He would absolutely be so good at this.
You would understand the assignment.
Immediately.
Yeah.
Just like make fun of the losers.
Make fun with this one team.
It'd be so great.
And also just changes mind when something wasn't right.
Just like, I never said that.
Yeah, exactly.
I mean, just think about how much fun they get out with like instant replay with bad referee calls.
If you're in there just like just screaming at the referees from the announcement,
I guess the NFL wouldn't like that very much.
But they'd have to just go along with it.
It would be such good stuff.
As a one-off, we need the heel announcer.
feed.

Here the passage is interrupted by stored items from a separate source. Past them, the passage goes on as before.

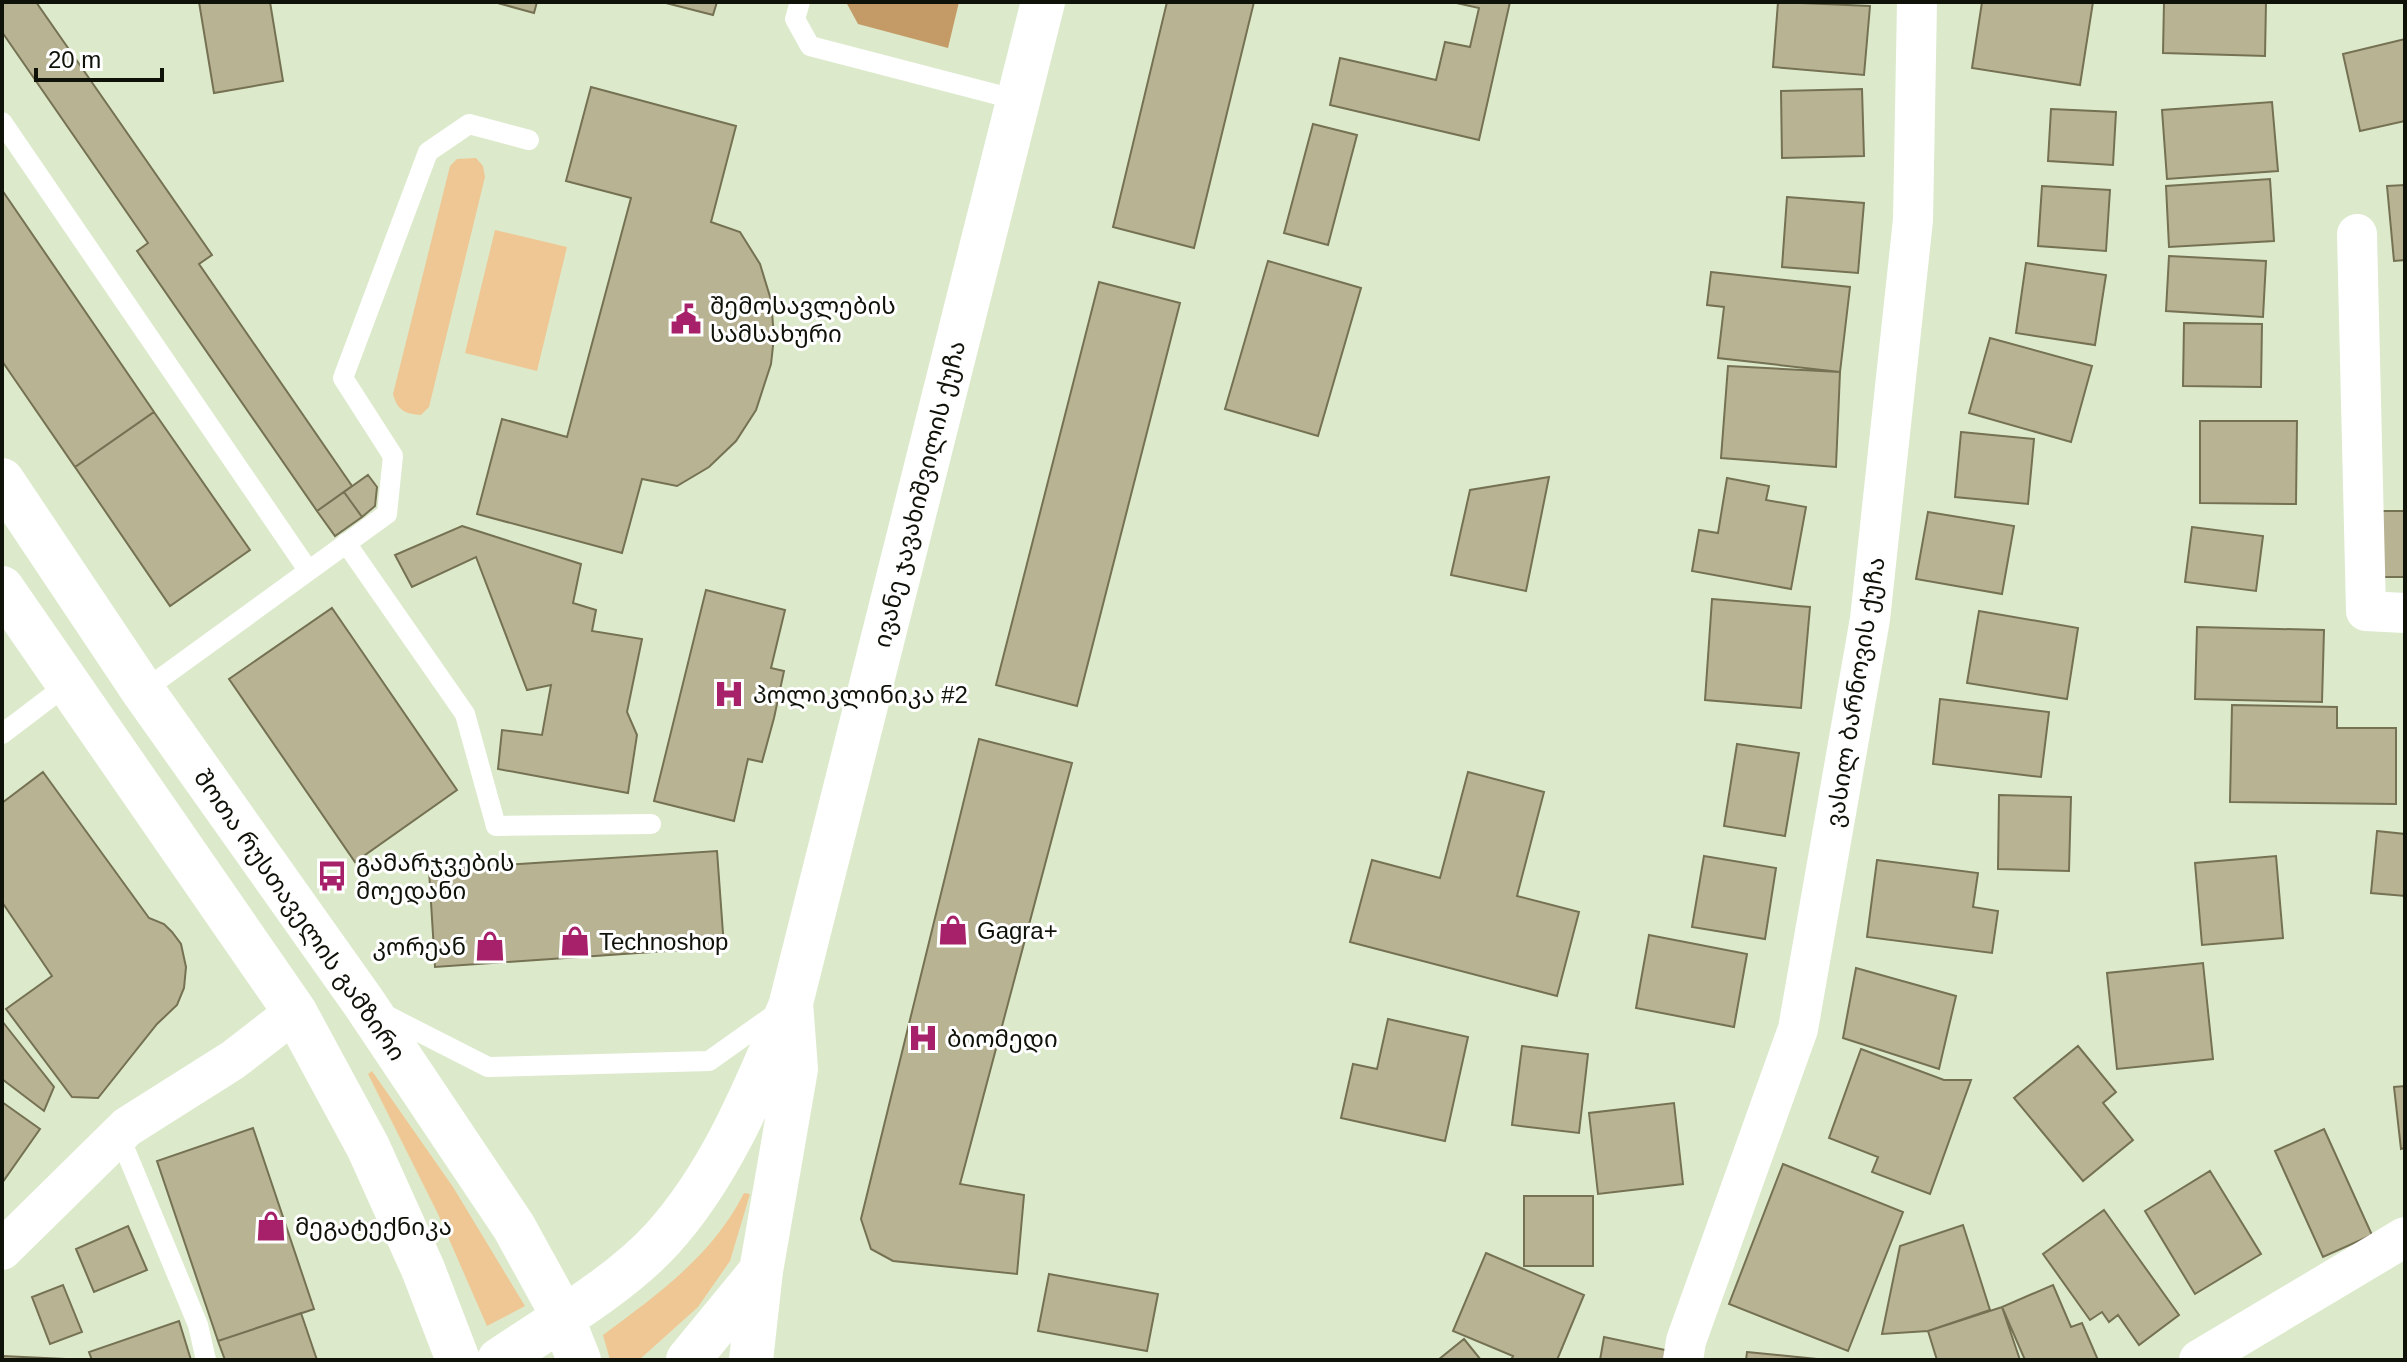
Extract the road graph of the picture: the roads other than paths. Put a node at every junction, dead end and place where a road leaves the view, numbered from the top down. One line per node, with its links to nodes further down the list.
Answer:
1 (800, 2): 4 (lane)
2 (1043, 2): 4 (main road, ივანე ჯავახიშვილის ქუჩა)
3 (1917, 2): 31 (street, ვასილ ბარნოვის ქუჩა)
4 (1018, 100): 18 (main road, ივანე ჯავახიშვილის ქუჩა)
5 (2, 122): 10 (lane)
6 (529, 140): 9 (lane)
7 (2357, 234): 12 (street)
8 (2, 480): 14 (main road, შოთა რუსთაველის გამზირი)
9 (346, 543): 10 (lane); 16 (lane)
10 (308, 570): 14 (lane)
11 (2, 588): 13 (main road)
12 (2405, 613)
13 (68, 684): 15 (lane); 19 (main road)
14 (143, 691): 17 (main road, შოთა რუსთაველის გამზირი)
15 (2, 734)
16 (651, 824)
17 (364, 1003): 18 (lane); 24 (main road, შოთა რუსთაველის გამზირი)
18 (791, 1003): 23 (main road, ივანე ჯავახიშვილის ქუჩა); 24 (main road)
19 (295, 1012): 20 (street); 26 (main road)
20 (119, 1135): 22 (street); 25 (lane)
21 (2405, 1237): 32 (street)
22 (2, 1250)
23 (761, 1271): 29 (main road); 30 (main road, ივანე ჯავახიშვილის ქუჩა)
24 (562, 1318): 27 (main road); 28 (main road, შოთა რუსთაველის გამზირი)
25 (206, 1360)
26 (458, 1360)
27 (499, 1360)
28 (579, 1360)
29 (688, 1360)
30 (751, 1360)
31 (1683, 1360)
32 (2199, 1360)

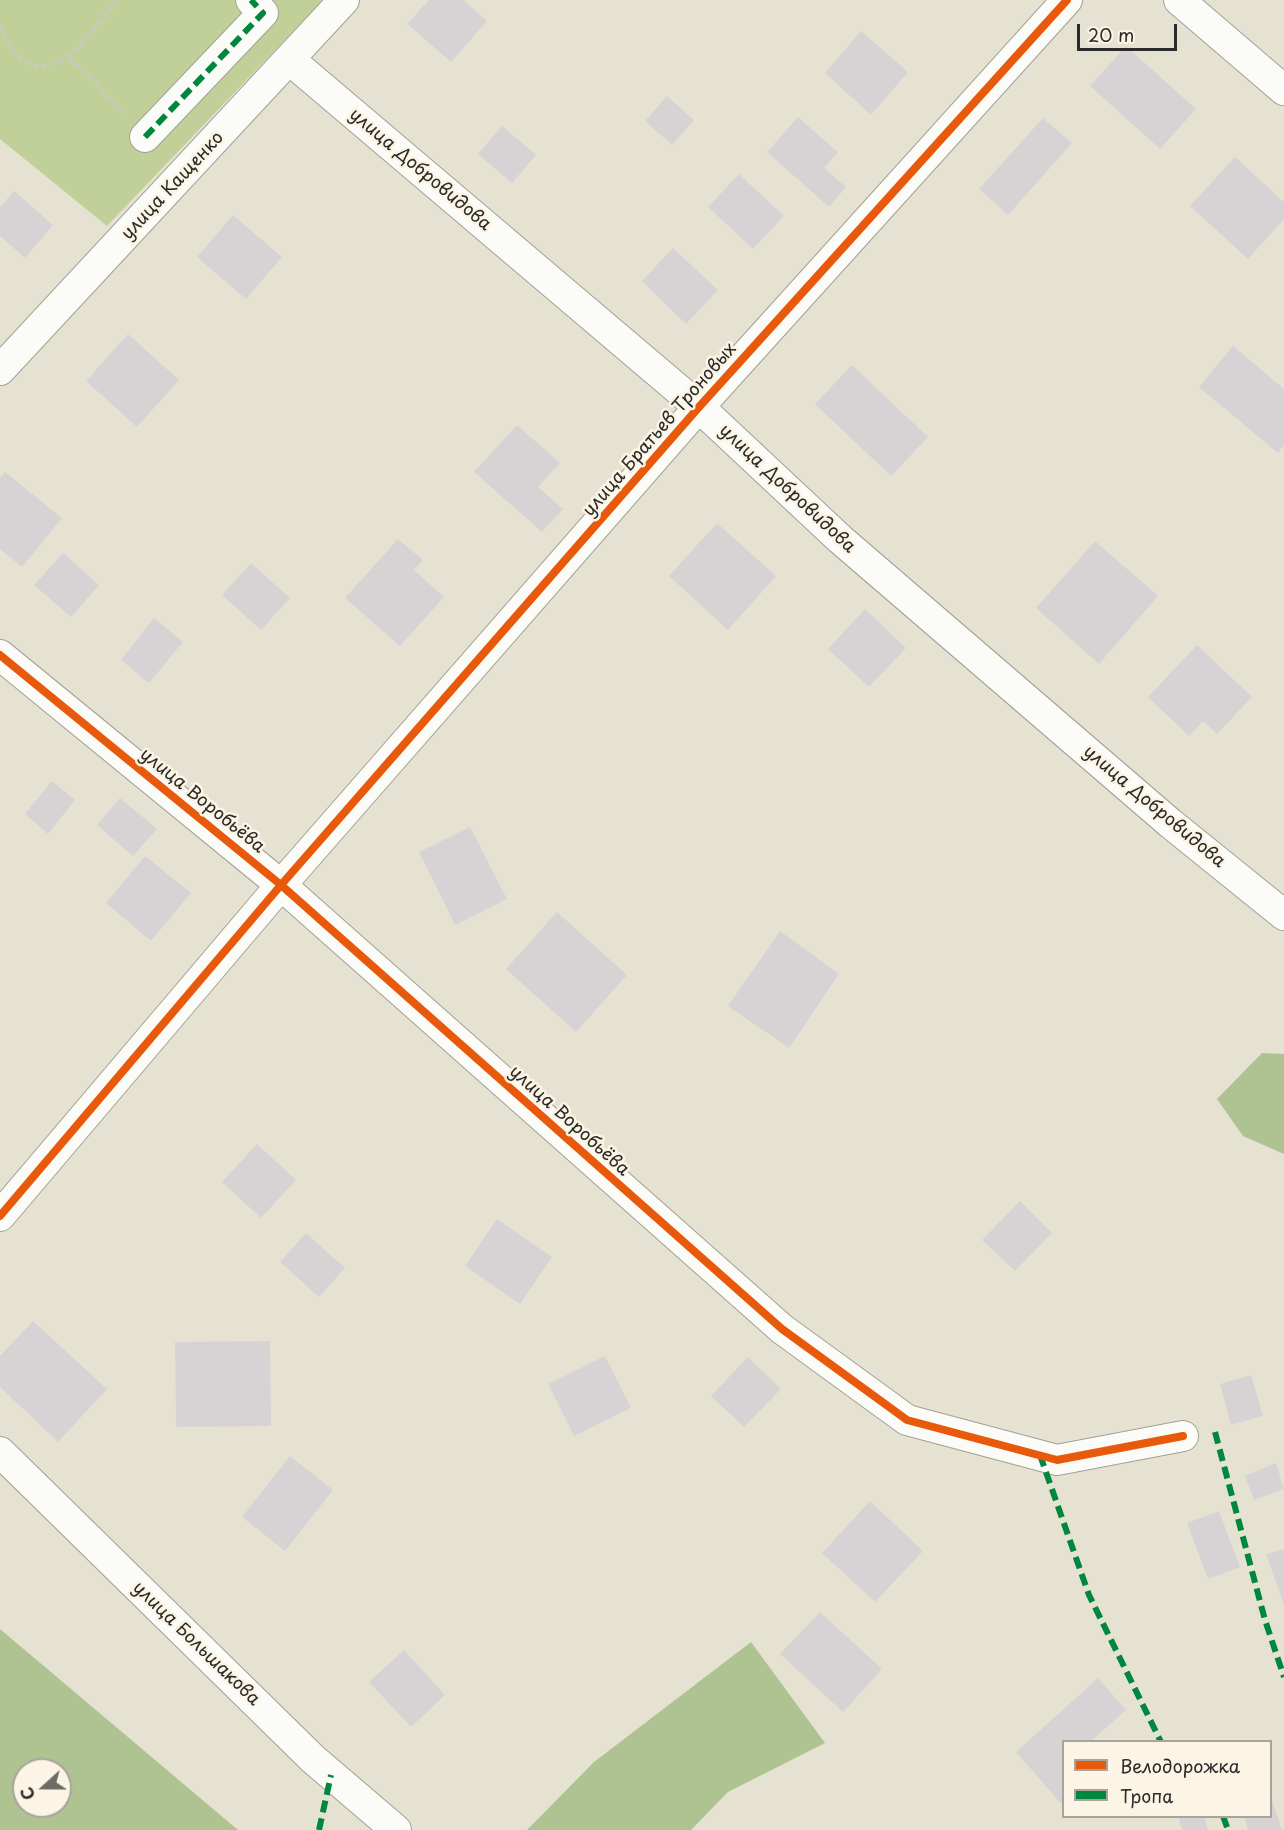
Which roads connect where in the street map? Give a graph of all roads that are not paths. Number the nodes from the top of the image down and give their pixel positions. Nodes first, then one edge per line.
1 (251, 0) edge
2 (344, 0) edge
3 (1067, 0) edge
4 (1179, 0) edge
5 (290, 60) junction
6 (1284, 90) edge
7 (145, 137) road end
8 (0, 370) edge
9 (699, 407) junction
10 (0, 655) edge
11 (281, 885) junction
12 (1284, 915) edge
13 (0, 1216) edge
14 (1183, 1436) dead end
15 (0, 1452) edge
16 (396, 1830) edge

1 - 7 street
2 - 5 street, улица Кащенко
3 - 9 street, улица Братьев Троновых
4 - 6 street
5 - 8 street, улица Кащенко
5 - 9 street, улица Добровидова
9 - 11 street, улица Братьев Троновых
9 - 12 street, улица Добровидова
10 - 11 street, улица Воробьёва
11 - 13 street, улица Братьев Троновых
11 - 14 street, улица Воробьёва
15 - 16 street, улица Большакова

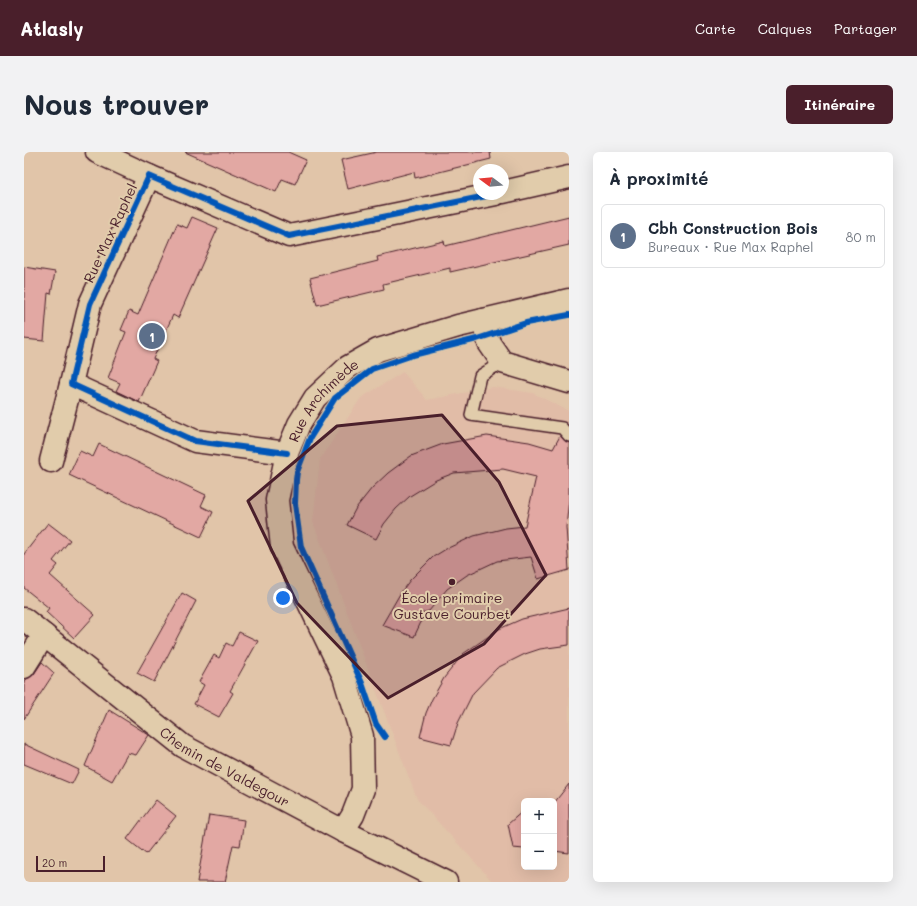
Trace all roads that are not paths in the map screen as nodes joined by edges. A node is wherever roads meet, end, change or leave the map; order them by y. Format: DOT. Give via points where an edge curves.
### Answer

Free idea for Amazon, Netflix. Why don't we do it on Christmas Day when the entire nation is
paying attention? No, it either. Just put them on. Let him go. Noddy, not nice. The heel
announcer feed. I can't wait for Ian Eagle to turn to his heel color analyst and be like,
would you stop? How to fool an NFL insider, David. Oh. We talk a lot about insiders and
insiderdom.
Well, this week we learned that an insider got pranked, fooled, misled.
The insider in question is NFL network's Ian Rappaport.
And the person who pulled the prank is former Tennessee Titans head coach Mike Malarkey.
Not sure I could give you a ton about Mike Malarkey or his career other than that the fact that he was the Tennessee Titans head coach once upon a time.
Well, Mike Malarkey was on the action sports.
Jacksonville podcast and he came clean about the sins he committed against Ian Rappaport back in 2018.
The best thing I did there at the end, which I can now talk about, was when I got called in that
Monday morning after the New England game, I knew they were going to fire me. So Sunday night,
I called Ian Rappaport and I said, hey, I don't know if you know this, but I'm going to break it to you
it. But I'm getting a new contract in the morning.
And he reported it. It was all over the country.
I was getting a contract in the morning, knowing that I was going to get fired.
But I just wanted to see the faces on the owner and the GM who was out to get me.
And I'm pretty sure I got him for a minute or two.
There's so much there, including something I didn't know that the T and Rappaport was silent.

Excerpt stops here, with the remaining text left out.